▸ **Task requirements**
Below are some records; find each line that carries the word "nodes" and copy it.

▸ **Material provided**
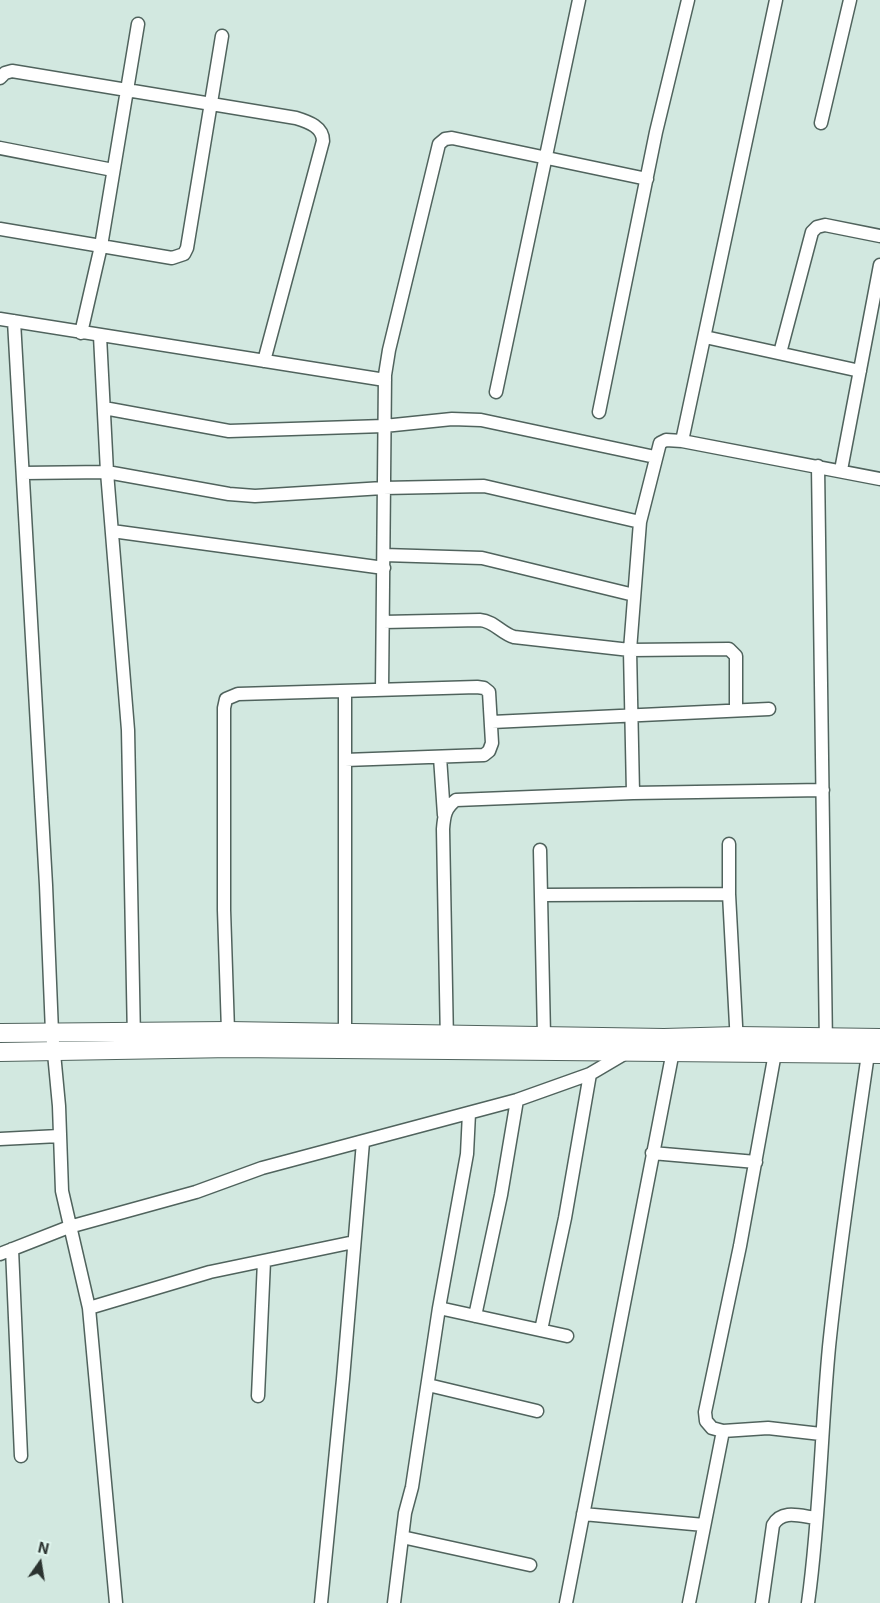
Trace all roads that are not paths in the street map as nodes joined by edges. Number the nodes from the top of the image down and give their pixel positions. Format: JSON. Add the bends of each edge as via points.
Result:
{"nodes":[{"id":1,"x":579,"y":0,"type":"edge"},
{"id":2,"x":688,"y":0,"type":"edge"},
{"id":3,"x":776,"y":0,"type":"edge"},
{"id":4,"x":850,"y":0,"type":"edge"},
{"id":5,"x":138,"y":24,"type":"dead end"},
{"id":6,"x":222,"y":36,"type":"dead end"},
{"id":7,"x":0,"y":78,"type":"edge"},
{"id":8,"x":127,"y":91,"type":"junction"},
{"id":9,"x":211,"y":105,"type":"junction"},
{"id":10,"x":821,"y":124,"type":"dead end"},
{"id":11,"x":0,"y":148,"type":"edge"},
{"id":12,"x":545,"y":157,"type":"junction"},
{"id":13,"x":114,"y":170,"type":"junction"},
{"id":14,"x":647,"y":179,"type":"junction"},
{"id":15,"x":0,"y":229,"type":"edge"},
{"id":16,"x":880,"y":236,"type":"edge"},
{"id":17,"x":101,"y":246,"type":"junction"},
{"id":18,"x":880,"y":265,"type":"edge"},
{"id":19,"x":0,"y":319,"type":"edge"},
{"id":20,"x":14,"y":321,"type":"junction"},
{"id":21,"x":81,"y":332,"type":"junction"},
{"id":22,"x":100,"y":336,"type":"junction"},
{"id":23,"x":705,"y":337,"type":"junction"},
{"id":24,"x":780,"y":353,"type":"junction"},
{"id":25,"x":264,"y":362,"type":"junction"},
{"id":26,"x":860,"y":370,"type":"junction"},
{"id":27,"x":385,"y":380,"type":"junction"},
{"id":28,"x":496,"y":392,"type":"dead end"},
{"id":29,"x":104,"y":408,"type":"junction"},
{"id":30,"x":599,"y":412,"type":"dead end"},
{"id":31,"x":384,"y":426,"type":"junction"},
{"id":32,"x":682,"y":441,"type":"junction"},
{"id":33,"x":655,"y":457,"type":"junction"},
{"id":34,"x":818,"y":466,"type":"junction"},
{"id":35,"x":841,"y":470,"type":"junction"},
{"id":36,"x":107,"y":472,"type":"junction"},
{"id":37,"x":23,"y":473,"type":"junction"},
{"id":38,"x":880,"y":479,"type":"edge"},
{"id":39,"x":383,"y":488,"type":"junction"},
{"id":40,"x":640,"y":522,"type":"junction"},
{"id":41,"x":112,"y":531,"type":"junction"},
{"id":42,"x":384,"y":561,"type":"junction"},
{"id":43,"x":634,"y":595,"type":"junction"},
{"id":44,"x":383,"y":622,"type":"junction"},
{"id":45,"x":630,"y":650,"type":"junction"},
{"id":46,"x":382,"y":690,"type":"junction"},
{"id":47,"x":345,"y":692,"type":"junction"},
{"id":48,"x":769,"y":709,"type":"dead end"},
{"id":49,"x":736,"y":710,"type":"junction"},
{"id":50,"x":632,"y":714,"type":"junction"},
{"id":51,"x":492,"y":722,"type":"junction"},
{"id":52,"x":440,"y":757,"type":"junction"},
{"id":53,"x":344,"y":760,"type":"junction"},
{"id":54,"x":823,"y":790,"type":"junction"},
{"id":55,"x":634,"y":793,"type":"junction"},
{"id":56,"x":444,"y":816,"type":"junction"},
{"id":57,"x":729,"y":844,"type":"dead end"},
{"id":58,"x":540,"y":850,"type":"dead end"},
{"id":59,"x":730,"y":894,"type":"junction"},
{"id":60,"x":542,"y":895,"type":"junction"},
{"id":61,"x":228,"y":1031,"type":"junction"},
{"id":62,"x":52,"y":1032,"type":"junction"},
{"id":63,"x":134,"y":1032,"type":"junction"},
{"id":64,"x":345,"y":1032,"type":"junction"},
{"id":65,"x":0,"y":1033,"type":"edge"},
{"id":66,"x":544,"y":1036,"type":"junction"},
{"id":67,"x":640,"y":1037,"type":"junction"},
{"id":68,"x":880,"y":1038,"type":"edge"},
{"id":69,"x":447,"y":1042,"type":"junction"},
{"id":70,"x":738,"y":1044,"type":"junction"},
{"id":71,"x":826,"y":1045,"type":"junction"},
{"id":72,"x":345,"y":1049,"type":"junction"},
{"id":73,"x":133,"y":1050,"type":"junction"},
{"id":74,"x":673,"y":1051,"type":"junction"},
{"id":75,"x":0,"y":1052,"type":"edge"},
{"id":76,"x":54,"y":1052,"type":"junction"},
{"id":77,"x":627,"y":1052,"type":"junction"},
{"id":78,"x":776,"y":1053,"type":"junction"},
{"id":79,"x":874,"y":1054,"type":"edge"},
{"id":80,"x":590,"y":1074,"type":"junction"},
{"id":81,"x":517,"y":1100,"type":"junction"},
{"id":82,"x":469,"y":1113,"type":"junction"},
{"id":83,"x":59,"y":1136,"type":"junction"},
{"id":84,"x":0,"y":1139,"type":"edge"},
{"id":85,"x":363,"y":1142,"type":"junction"},
{"id":86,"x":652,"y":1153,"type":"junction"},
{"id":87,"x":756,"y":1162,"type":"junction"},
{"id":88,"x":69,"y":1227,"type":"junction"},
{"id":89,"x":354,"y":1242,"type":"junction"},
{"id":90,"x":6,"y":1251,"type":"edge"},
{"id":91,"x":264,"y":1261,"type":"junction"},
{"id":92,"x":89,"y":1308,"type":"junction"},
{"id":93,"x":438,"y":1308,"type":"junction"},
{"id":94,"x":475,"y":1316,"type":"junction"},
{"id":95,"x":540,"y":1330,"type":"junction"},
{"id":96,"x":567,"y":1336,"type":"dead end"},
{"id":97,"x":428,"y":1385,"type":"junction"},
{"id":98,"x":258,"y":1396,"type":"dead end"},
{"id":99,"x":537,"y":1411,"type":"dead end"},
{"id":100,"x":723,"y":1431,"type":"junction"},
{"id":101,"x":822,"y":1434,"type":"junction"},
{"id":102,"x":20,"y":1456,"type":"dead end"},
{"id":103,"x":583,"y":1514,"type":"junction"},
{"id":104,"x":816,"y":1518,"type":"junction"},
{"id":105,"x":704,"y":1525,"type":"junction"},
{"id":106,"x":402,"y":1537,"type":"junction"},
{"id":107,"x":530,"y":1565,"type":"dead end"},
{"id":108,"x":116,"y":1603,"type":"edge"},
{"id":109,"x":321,"y":1603,"type":"edge"},
{"id":110,"x":394,"y":1603,"type":"edge"},
{"id":111,"x":566,"y":1603,"type":"edge"},
{"id":112,"x":689,"y":1603,"type":"edge"},
{"id":113,"x":762,"y":1603,"type":"edge"},
{"id":114,"x":808,"y":1603,"type":"edge"}],
"edges":[{"from":1,"to":12,"type":"street"},
{"from":2,"to":14,"type":"street"},
{"from":3,"to":23,"type":"street"},
{"from":4,"to":10,"type":"street"},
{"from":5,"to":8,"type":"street"},
{"from":6,"to":9,"type":"street"},
{"from":7,"to":8,"type":"street","via":[[12,72]]},
{"from":8,"to":9,"type":"street"},
{"from":8,"to":13,"type":"street"},
{"from":9,"to":17,"type":"street","via":[[184,254],[172,258]]},
{"from":9,"to":25,"type":"street","via":[[296,118],[307,121],[323,134]]},
{"from":11,"to":13,"type":"street"},
{"from":12,"to":14,"type":"street"},
{"from":12,"to":27,"type":"street","via":[[452,138],[439,144],[389,350]]},
{"from":12,"to":28,"type":"street"},
{"from":13,"to":17,"type":"street"},
{"from":14,"to":30,"type":"street"},
{"from":15,"to":17,"type":"street"},
{"from":16,"to":24,"type":"street","via":[[825,225],[812,232]]},
{"from":17,"to":21,"type":"street"},
{"from":18,"to":26,"type":"street"},
{"from":19,"to":20,"type":"street"},
{"from":20,"to":21,"type":"street"},
{"from":20,"to":37,"type":"street"},
{"from":21,"to":22,"type":"street"},
{"from":22,"to":25,"type":"street"},
{"from":22,"to":29,"type":"street"},
{"from":23,"to":24,"type":"street"},
{"from":23,"to":32,"type":"street"},
{"from":24,"to":26,"type":"street"},
{"from":25,"to":27,"type":"street"},
{"from":26,"to":35,"type":"street"},
{"from":27,"to":31,"type":"street"},
{"from":29,"to":31,"type":"street","via":[[229,431]]},
{"from":29,"to":36,"type":"street"},
{"from":31,"to":33,"type":"street","via":[[452,419],[481,420]]},
{"from":31,"to":39,"type":"street"},
{"from":32,"to":33,"type":"street","via":[[660,443]]},
{"from":32,"to":34,"type":"street"},
{"from":33,"to":40,"type":"street"},
{"from":34,"to":35,"type":"street"},
{"from":34,"to":54,"type":"street"},
{"from":35,"to":38,"type":"street"},
{"from":36,"to":37,"type":"street"},
{"from":36,"to":39,"type":"street","via":[[255,496]]},
{"from":36,"to":41,"type":"street"},
{"from":37,"to":62,"type":"street"},
{"from":39,"to":40,"type":"street","via":[[484,486]]},
{"from":39,"to":42,"type":"street"},
{"from":40,"to":43,"type":"street"},
{"from":41,"to":42,"type":"street"},
{"from":41,"to":63,"type":"street","via":[[128,730]]},
{"from":42,"to":43,"type":"street","via":[[482,558]]},
{"from":42,"to":44,"type":"street"},
{"from":43,"to":45,"type":"street"},
{"from":44,"to":45,"type":"street","via":[[487,620],[514,637]]},
{"from":44,"to":46,"type":"street"},
{"from":45,"to":49,"type":"street","via":[[730,648],[736,656]]},
{"from":45,"to":50,"type":"street"},
{"from":46,"to":47,"type":"street"},
{"from":46,"to":51,"type":"street","via":[[484,688],[491,699]]},
{"from":47,"to":53,"type":"street"},
{"from":47,"to":61,"type":"street","via":[[238,694],[226,700],[224,910]]},
{"from":48,"to":49,"type":"street"},
{"from":49,"to":50,"type":"street"},
{"from":50,"to":51,"type":"street"},
{"from":50,"to":55,"type":"street"},
{"from":51,"to":52,"type":"street","via":[[492,744],[484,755]]},
{"from":52,"to":53,"type":"street"},
{"from":52,"to":56,"type":"street"},
{"from":53,"to":64,"type":"street"},
{"from":54,"to":55,"type":"street"},
{"from":54,"to":71,"type":"street"},
{"from":55,"to":56,"type":"street","via":[[456,800],[448,806]]},
{"from":56,"to":69,"type":"street"},
{"from":57,"to":59,"type":"street"},
{"from":58,"to":60,"type":"street"},
{"from":59,"to":60,"type":"street"},
{"from":59,"to":70,"type":"street"},
{"from":60,"to":66,"type":"street"},
{"from":61,"to":63,"type":"main road"},
{"from":61,"to":64,"type":"main road"},
{"from":62,"to":63,"type":"main road"},
{"from":62,"to":65,"type":"main road"},
{"from":62,"to":76,"type":"street"},
{"from":63,"to":73,"type":"street"},
{"from":64,"to":69,"type":"main road"},
{"from":64,"to":72,"type":"street"},
{"from":66,"to":67,"type":"main road"},
{"from":66,"to":69,"type":"main road"},
{"from":67,"to":70,"type":"main road"},
{"from":67,"to":77,"type":"street"},
{"from":68,"to":71,"type":"main road"},
{"from":69,"to":72,"type":"main road"},
{"from":69,"to":77,"type":"main road"},
{"from":70,"to":71,"type":"main road"},
{"from":70,"to":74,"type":"main road"},
{"from":70,"to":78,"type":"main road"},
{"from":71,"to":78,"type":"main road"},
{"from":71,"to":79,"type":"main road"},
{"from":72,"to":73,"type":"main road"},
{"from":73,"to":76,"type":"main road"},
{"from":74,"to":77,"type":"main road"},
{"from":74,"to":86,"type":"street"},
{"from":75,"to":76,"type":"main road"},
{"from":76,"to":83,"type":"street"},
{"from":77,"to":80,"type":"street"},
{"from":78,"to":87,"type":"street"},
{"from":79,"to":101,"type":"street","via":[[846,1208]]},
{"from":80,"to":81,"type":"street"},
{"from":80,"to":95,"type":"street","via":[[565,1218]]},
{"from":81,"to":82,"type":"street"},
{"from":81,"to":94,"type":"street"},
{"from":82,"to":85,"type":"street"},
{"from":82,"to":93,"type":"street","via":[[467,1154]]},
{"from":83,"to":84,"type":"street"},
{"from":83,"to":88,"type":"street","via":[[62,1191]]},
{"from":85,"to":88,"type":"street","via":[[262,1168],[196,1192]]},
{"from":85,"to":89,"type":"street"},
{"from":86,"to":87,"type":"street"},
{"from":86,"to":103,"type":"street"},
{"from":87,"to":100,"type":"street","via":[[705,1412],[706,1421],[712,1428]]},
{"from":88,"to":90,"type":"street"},
{"from":88,"to":92,"type":"street"},
{"from":89,"to":91,"type":"street"},
{"from":89,"to":109,"type":"street"},
{"from":90,"to":102,"type":"street"},
{"from":91,"to":92,"type":"street","via":[[210,1272]]},
{"from":91,"to":98,"type":"street"},
{"from":92,"to":108,"type":"street"},
{"from":93,"to":94,"type":"street"},
{"from":93,"to":97,"type":"street"},
{"from":94,"to":95,"type":"street"},
{"from":95,"to":96,"type":"street"},
{"from":97,"to":99,"type":"street"},
{"from":97,"to":106,"type":"street"},
{"from":100,"to":101,"type":"street","via":[[768,1428]]},
{"from":100,"to":105,"type":"street"},
{"from":101,"to":104,"type":"street"},
{"from":103,"to":105,"type":"street"},
{"from":103,"to":111,"type":"street"},
{"from":104,"to":113,"type":"street","via":[[781,1515],[772,1525]]},
{"from":104,"to":114,"type":"street"},
{"from":105,"to":112,"type":"street"},
{"from":106,"to":107,"type":"street"},
{"from":106,"to":110,"type":"street"}]}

▸ **Output of the exercise**
Trace all roads that are not paths in the street map as nodes joined by edges. Number the nodes from the top of the image down and give their pixel positions. Format: JSON. Add the bends of each edge as via points.
{"nodes":[{"id":1,"x":579,"y":0,"type":"edge"},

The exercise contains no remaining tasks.